After several months of hard work, Ivan and me are very proud to
announce the public availability of the first alpha release of PyTables
2.0.


Despite it is labeled as alpha we think that's it is stable enough to
deserve a look from people that is interested in developing modules for
it or just for getting a taste of the shiny new PyTables :)

Below is the official announcement. Enjoy data!
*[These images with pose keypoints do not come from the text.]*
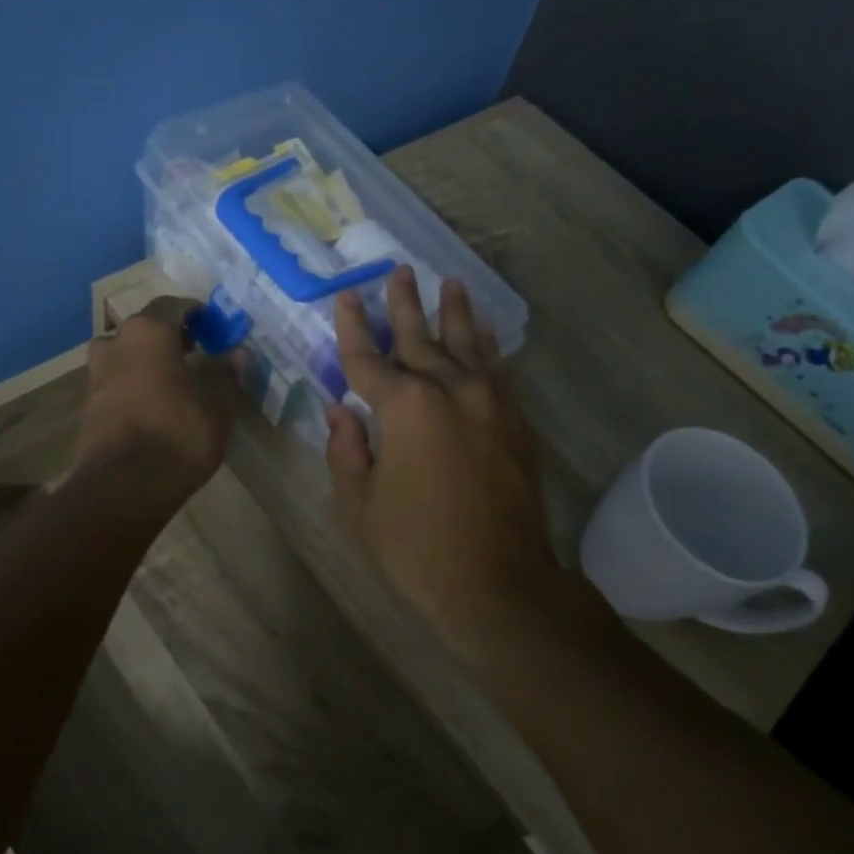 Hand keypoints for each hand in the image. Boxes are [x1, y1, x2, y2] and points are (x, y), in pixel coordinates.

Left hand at [74, 296, 234, 500]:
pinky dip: (134, 383)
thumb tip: (238, 354)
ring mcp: (96, 375)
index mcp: (148, 332)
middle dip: (170, 335)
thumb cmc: (178, 434)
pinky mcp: (88, 406)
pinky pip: (116, 381)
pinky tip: (154, 403)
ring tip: (174, 378)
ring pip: (125, 354)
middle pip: (144, 328)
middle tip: (195, 350)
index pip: (172, 306)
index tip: (212, 324)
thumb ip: (226, 374)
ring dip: (148, 359)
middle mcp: (116, 343)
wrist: (123, 486)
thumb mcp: (217, 405)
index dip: (194, 312)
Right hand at [325, 267, 560, 651]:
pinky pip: (496, 369)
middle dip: (403, 304)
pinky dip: (486, 345)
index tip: (346, 295)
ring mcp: (489, 402)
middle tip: (397, 271)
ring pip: (466, 343)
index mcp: (405, 407)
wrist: (498, 583)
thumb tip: (339, 410)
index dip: (352, 327)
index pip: (367, 358)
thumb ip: (346, 450)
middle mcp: (449, 390)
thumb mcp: (360, 504)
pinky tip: (482, 332)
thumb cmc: (416, 548)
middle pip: (420, 337)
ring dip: (454, 312)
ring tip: (448, 283)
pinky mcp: (514, 421)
----------------------------------------------------------------------------

===========================
 Announcing PyTables 2.0a1
===========================

This is the first *alpha* version of PyTables 2.0. This release,
although that it is fairly stable regarding its operativity, it is
tagged as alpha because the API can still change a bit (but hopefully
not a great deal), so it is meant basically for developers and people
that wants to get a taste of the new exciting features in this major
version.

You can download the latest sources from the SVN repository in:
http://pytables.org/svn/pytables/trunk/

If you are afraid of SVN (you shouldn't), you can always fetch the
latests sources updated daily from:
http://www.pytables.org/download/snapshot/

You can download a source package of the version 2.0a1 with
generated PDF and HTML docs from:
http://www.pytables.org/download/preliminary/

Please keep reading for more info about the new features. Please, also
have an in-deep read of the RELEASE-NOTES.txt document where you will
find an entire section devoted to how to migrate your existing PyTables
1.x apps to the 2.0 version. You can also access to it at:

http://www.pytables.org/moin/ReleaseNotes/Release_2.0a1


Changes more in depth
=====================

Improvements:

- NumPy is finally at the core! That means that PyTables no longer needs
  numarray in order to operate, although it continues to be supported
  (as well as Numeric). This also means that you should be able to run
  PyTables in scenarios combining Python2.5 and 64-bit platforms (these
  are a source of problems with numarray/Numeric because they don't
  support this combination yet).

- Most of the operations in PyTables have experimented noticeable
  speed-ups (sometimes up to 2x, like in regular Python table
  selections). This is a consequence of both using NumPy internally and
  a considerable effort in terms of refactorization and optimization of
  the new code.

- Numexpr has been integrated in all in-kernel selections. So, now it is
  possible to perform complex selections like:

res = [ row['var3'] for row in table.where('(var2 < 20) | (var1 ==
"sas")') ]

  or:

cplx_cond = '((%s<=col5) & (col2<=%s)) | (sqrt(col1+3.1*col2
+col3*col4)>3)'
res = [ row['var3'] for row in table.where('cplx_cond' % (inf, sup)) ]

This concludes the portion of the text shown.